Закутавшись в тулуп и надев валенки, я вышел солнечный мир. Плюс четыре, представляешь, – двадцать восьмое февраля, а тут капель, как в середине апреля. Солнце светит так, что глаза режет, в небе ни единого облака и весной пахнет. Вдоволь надышался я и пустился по следам рыбака. Да нашел его, где и ожидал, на «нашем острове», где по малолетству раков ногами ловили.
Денчик был самым счастливым человеком на земле, язык его заплетался. Улыбка до ушей и жадный блеск в глазах говорили об удачной рыбалке. Действительно, лед был усеян лунками, рядом с ними – где по три, где по пять щучек-карандашей. Все одинаковые, сантиметров так по сорок. Он предложил выпить – я отказался, лишь стоял рядом слушал его рассказы: как он сазана поймал двухметрового на закидушку, и как глаз у него вооооот такой был. Как на спиннинг фонарь чугунный восемнадцатого века вытащил, а тот горел. Как…
Я уже не слушал его, мысли мои летели высоко в небе. Душа моя почти успела долететь до того Старого моста. Но полет мой прервали замерзшие ноги – на реке было ветреней и холоднее, чем в лесу. К тому же, голос Денчика перестал журчать бесконечной чередой историй. Этот горе-рыбак заснул прямо с удочкой в руках, ну как обычно, в общем.

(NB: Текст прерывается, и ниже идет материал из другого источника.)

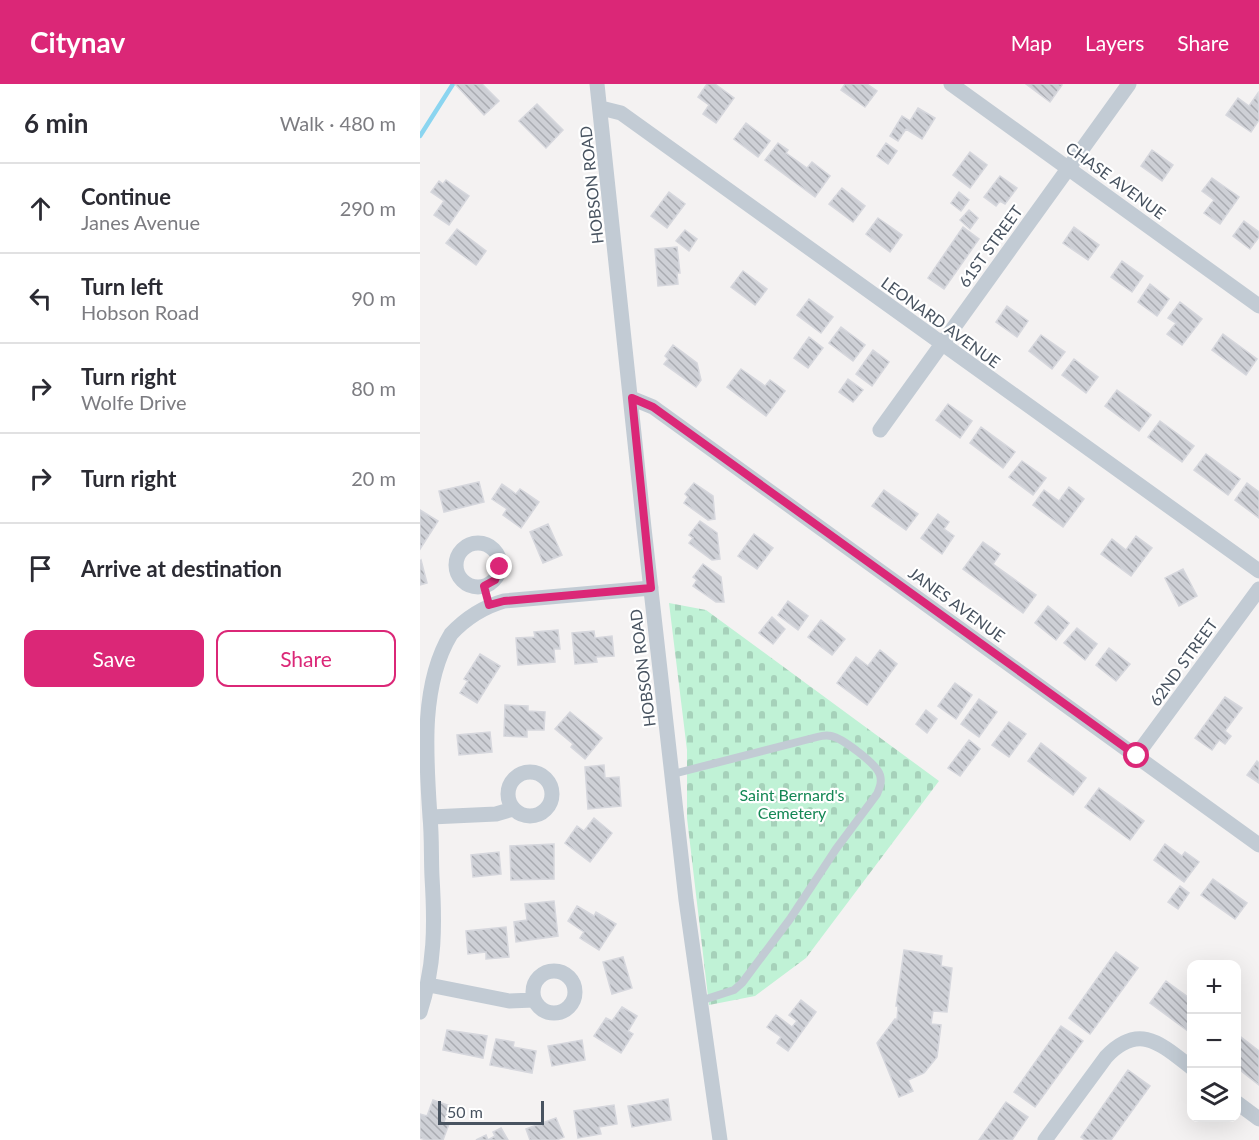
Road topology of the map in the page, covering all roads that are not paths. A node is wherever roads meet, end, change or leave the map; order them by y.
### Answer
1 (951, 84) edge
2 (1129, 84) edge
3 (595, 86) edge
4 (601, 108) junction
5 (1068, 168) junction
6 (1259, 306) edge
7 (942, 345) junction
8 (632, 398) junction
9 (880, 430) dead end
10 (1259, 571) edge
11 (484, 586) dead end
12 (651, 588) junction
13 (1259, 589) edge
14 (489, 605) junction
15 (1137, 756) junction
16 (673, 774) junction
17 (513, 809) dead end
18 (430, 817) junction
19 (1259, 845) edge
20 (429, 985) junction
21 (534, 1000) dead end
22 (700, 1000) junction
23 (420, 1012) edge
24 (1187, 1065) edge
25 (1241, 1106) edge
26 (1259, 1119) edge
27 (720, 1140) edge
28 (1045, 1140) edge

1 - 5 street, CHASE AVENUE
2 - 5 street, 61ST STREET
3 - 4 street, HOBSON ROAD
4 - 7 street, LEONARD AVENUE
4 - 8 street, HOBSON ROAD
5 - 6 street, CHASE AVENUE
5 - 7 street, 61ST STREET
7 - 9 street, 61ST STREET
7 - 10 street, LEONARD AVENUE
8 - 12 street, HOBSON ROAD
8 - 15 street, JANES AVENUE
11 - 14 street
12 - 14 street
12 - 16 street, HOBSON ROAD
13 - 15 street, 62ND STREET
14 - 18 street
15 - 19 street, JANES AVENUE
16 - 22 street, HOBSON ROAD
16 - 22 lane
17 - 18 street
18 - 20 street
20 - 21 street
20 - 23 street
22 - 27 street, HOBSON ROAD
24 - 28 street
25 - 26 street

Собрал его амуницию и рыб, разбросанных по льду: общим количеством сорок шесть экземпляров или ровно мешок, закинул все это дело в багажник своего «мустанга». Денчика еле как усадил на переднее сиденье, и мы полетели к зимовью. В домике нас уже ждал обед, ну, как нас – меня: Дениса я просто сгрузил на койку, ему явно было не до еды, судя всё по той же улыбке, его душа еще была около лунки. А я думал: сейчас поем и поеду к нашему мосту. Но сытный обед после утренней прогулки, отправил и меня в мир сновидений.
Мне снилось море. Виноградник деда, где я сидел часами, лопая немытые бубочки. Снились яблоки, что не охватить руками. Вязанка сушеных бычков на крыльце. Угол, заваленный арбузами. Стопка бабушкиных блинов. Кожа, слезающая с детских плечей. Снилась пчела, которая меня укусила двадцать лет тому назад. Видел Феодосию: её узкие улочки, двухэтажные дома, покрытые сплошным ковром виноградных лоз. Снилось Черное море, его соленый воздух и грациозные волны. Вспомнились изумруды стеклянных окатышей на границе песка и воды. Потом мне мерещился Азов с его обрывистыми утесами, снился дед, закидывающий снасть с тремя крючками, и каждый раз достающий по три уродливых сомика. Белуга была, которую он купил у браконьеров. Это как наша калуга, только с мордой сома.
Сон мой прервал Денис. С моря я вернулся в заснеженную тайгу.
– Выпить есть? Рыба где? – вот же маньяк рыбогуб.
– Щуки в багажнике. Спирт ты весь выпил, да и куда тебе еще пить? Тебя же трясет, как прачку. Сейчас у Михалыча рассола попрошу, – я выскочил из зимовья, растер лицо снегом и пошел в дом старого егеря.